"""
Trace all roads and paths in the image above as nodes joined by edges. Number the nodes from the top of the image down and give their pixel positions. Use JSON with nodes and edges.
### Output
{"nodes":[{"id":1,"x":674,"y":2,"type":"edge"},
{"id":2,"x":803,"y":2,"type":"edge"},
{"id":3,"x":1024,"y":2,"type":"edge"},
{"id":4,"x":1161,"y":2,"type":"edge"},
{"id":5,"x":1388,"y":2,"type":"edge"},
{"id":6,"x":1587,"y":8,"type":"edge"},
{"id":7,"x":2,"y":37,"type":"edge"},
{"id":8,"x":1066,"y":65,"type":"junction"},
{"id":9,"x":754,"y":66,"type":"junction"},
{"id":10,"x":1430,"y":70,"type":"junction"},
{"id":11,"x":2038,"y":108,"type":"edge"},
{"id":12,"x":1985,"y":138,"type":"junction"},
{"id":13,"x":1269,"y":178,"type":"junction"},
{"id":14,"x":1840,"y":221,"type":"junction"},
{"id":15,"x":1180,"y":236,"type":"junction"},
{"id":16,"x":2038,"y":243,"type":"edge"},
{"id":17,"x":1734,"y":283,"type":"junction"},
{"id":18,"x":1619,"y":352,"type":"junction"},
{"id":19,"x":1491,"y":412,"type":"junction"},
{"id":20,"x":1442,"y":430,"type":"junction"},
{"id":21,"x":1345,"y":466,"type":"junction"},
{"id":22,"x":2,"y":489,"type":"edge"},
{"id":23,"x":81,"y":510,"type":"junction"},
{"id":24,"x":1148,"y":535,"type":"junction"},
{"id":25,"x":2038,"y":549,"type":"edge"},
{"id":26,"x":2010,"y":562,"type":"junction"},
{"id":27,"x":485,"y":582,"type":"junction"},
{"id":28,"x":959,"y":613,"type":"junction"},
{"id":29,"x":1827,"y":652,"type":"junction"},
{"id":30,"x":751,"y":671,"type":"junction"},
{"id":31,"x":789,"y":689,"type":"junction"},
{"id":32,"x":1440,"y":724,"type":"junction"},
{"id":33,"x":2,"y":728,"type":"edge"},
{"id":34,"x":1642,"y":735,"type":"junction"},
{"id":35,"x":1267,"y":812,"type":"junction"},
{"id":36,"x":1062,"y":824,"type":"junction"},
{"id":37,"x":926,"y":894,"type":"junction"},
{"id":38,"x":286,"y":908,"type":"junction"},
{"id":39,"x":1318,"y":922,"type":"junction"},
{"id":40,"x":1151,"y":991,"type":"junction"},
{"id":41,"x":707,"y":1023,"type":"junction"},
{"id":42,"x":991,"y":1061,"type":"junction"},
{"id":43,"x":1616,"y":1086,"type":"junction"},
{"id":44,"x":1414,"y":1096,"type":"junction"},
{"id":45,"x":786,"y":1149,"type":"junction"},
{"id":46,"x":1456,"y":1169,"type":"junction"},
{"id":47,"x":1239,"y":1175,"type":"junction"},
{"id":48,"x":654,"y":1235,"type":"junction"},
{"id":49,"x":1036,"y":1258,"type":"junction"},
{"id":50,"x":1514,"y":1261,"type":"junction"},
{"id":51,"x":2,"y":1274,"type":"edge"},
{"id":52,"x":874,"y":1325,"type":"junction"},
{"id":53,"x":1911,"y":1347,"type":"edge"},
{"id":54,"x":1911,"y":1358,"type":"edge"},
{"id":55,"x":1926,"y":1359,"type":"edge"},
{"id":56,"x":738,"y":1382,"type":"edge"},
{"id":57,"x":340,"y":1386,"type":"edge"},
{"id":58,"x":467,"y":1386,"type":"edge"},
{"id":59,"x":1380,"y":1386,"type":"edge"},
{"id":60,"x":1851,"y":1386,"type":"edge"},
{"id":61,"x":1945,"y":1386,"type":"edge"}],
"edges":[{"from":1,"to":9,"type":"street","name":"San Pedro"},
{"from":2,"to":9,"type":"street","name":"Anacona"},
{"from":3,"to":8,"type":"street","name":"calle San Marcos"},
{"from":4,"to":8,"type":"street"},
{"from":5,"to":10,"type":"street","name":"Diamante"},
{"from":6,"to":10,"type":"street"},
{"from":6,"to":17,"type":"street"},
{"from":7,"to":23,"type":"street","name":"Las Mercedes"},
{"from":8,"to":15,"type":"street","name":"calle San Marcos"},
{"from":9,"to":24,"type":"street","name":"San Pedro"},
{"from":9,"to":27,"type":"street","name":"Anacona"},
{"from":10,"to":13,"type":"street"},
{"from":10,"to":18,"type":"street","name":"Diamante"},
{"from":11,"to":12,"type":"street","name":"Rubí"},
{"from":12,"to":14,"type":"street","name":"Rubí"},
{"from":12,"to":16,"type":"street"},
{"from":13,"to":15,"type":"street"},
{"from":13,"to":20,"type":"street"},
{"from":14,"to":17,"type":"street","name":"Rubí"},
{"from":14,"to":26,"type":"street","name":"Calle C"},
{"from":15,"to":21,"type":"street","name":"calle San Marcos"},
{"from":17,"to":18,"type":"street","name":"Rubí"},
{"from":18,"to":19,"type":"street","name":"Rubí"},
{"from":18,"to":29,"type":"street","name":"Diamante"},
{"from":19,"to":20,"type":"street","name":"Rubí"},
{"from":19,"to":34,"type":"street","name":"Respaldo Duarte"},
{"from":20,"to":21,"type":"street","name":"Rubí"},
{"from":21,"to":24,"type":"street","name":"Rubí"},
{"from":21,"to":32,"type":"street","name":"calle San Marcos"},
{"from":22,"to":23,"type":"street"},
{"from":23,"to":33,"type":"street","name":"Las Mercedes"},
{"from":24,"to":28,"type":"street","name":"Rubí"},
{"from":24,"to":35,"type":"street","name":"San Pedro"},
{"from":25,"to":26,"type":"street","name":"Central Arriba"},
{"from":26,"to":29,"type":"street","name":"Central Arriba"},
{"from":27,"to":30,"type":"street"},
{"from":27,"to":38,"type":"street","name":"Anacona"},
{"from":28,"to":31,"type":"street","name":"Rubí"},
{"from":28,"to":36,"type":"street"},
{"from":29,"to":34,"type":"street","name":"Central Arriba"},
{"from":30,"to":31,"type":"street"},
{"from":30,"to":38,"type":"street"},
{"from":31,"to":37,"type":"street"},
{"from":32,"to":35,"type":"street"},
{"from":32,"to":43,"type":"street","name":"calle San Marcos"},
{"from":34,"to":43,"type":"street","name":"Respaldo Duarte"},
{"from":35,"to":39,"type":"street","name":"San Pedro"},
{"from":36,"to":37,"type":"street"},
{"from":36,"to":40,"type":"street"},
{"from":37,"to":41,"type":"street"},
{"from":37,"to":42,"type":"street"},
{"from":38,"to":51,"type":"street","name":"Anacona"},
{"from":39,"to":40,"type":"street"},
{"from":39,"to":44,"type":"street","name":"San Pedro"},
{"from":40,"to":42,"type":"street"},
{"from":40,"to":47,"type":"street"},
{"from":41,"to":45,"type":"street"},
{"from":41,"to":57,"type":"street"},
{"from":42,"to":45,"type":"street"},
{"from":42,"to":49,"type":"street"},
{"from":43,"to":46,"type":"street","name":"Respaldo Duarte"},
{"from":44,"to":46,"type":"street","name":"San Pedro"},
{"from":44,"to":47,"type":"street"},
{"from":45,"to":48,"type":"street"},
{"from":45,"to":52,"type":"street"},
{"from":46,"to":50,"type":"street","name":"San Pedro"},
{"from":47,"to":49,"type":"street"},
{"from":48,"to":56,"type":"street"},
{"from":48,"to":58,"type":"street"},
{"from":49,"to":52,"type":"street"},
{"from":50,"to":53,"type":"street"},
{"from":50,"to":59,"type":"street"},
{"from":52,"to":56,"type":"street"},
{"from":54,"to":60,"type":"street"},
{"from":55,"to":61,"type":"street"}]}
"""
Exercise brief: Each line in the data that holds the string "Arriba" should be found and copied.

Your response:
{"from":25,"to":26,"type":"street","name":"Central Arriba"},
{"from":26,"to":29,"type":"street","name":"Central Arriba"},
{"from":29,"to":34,"type":"street","name":"Central Arriba"},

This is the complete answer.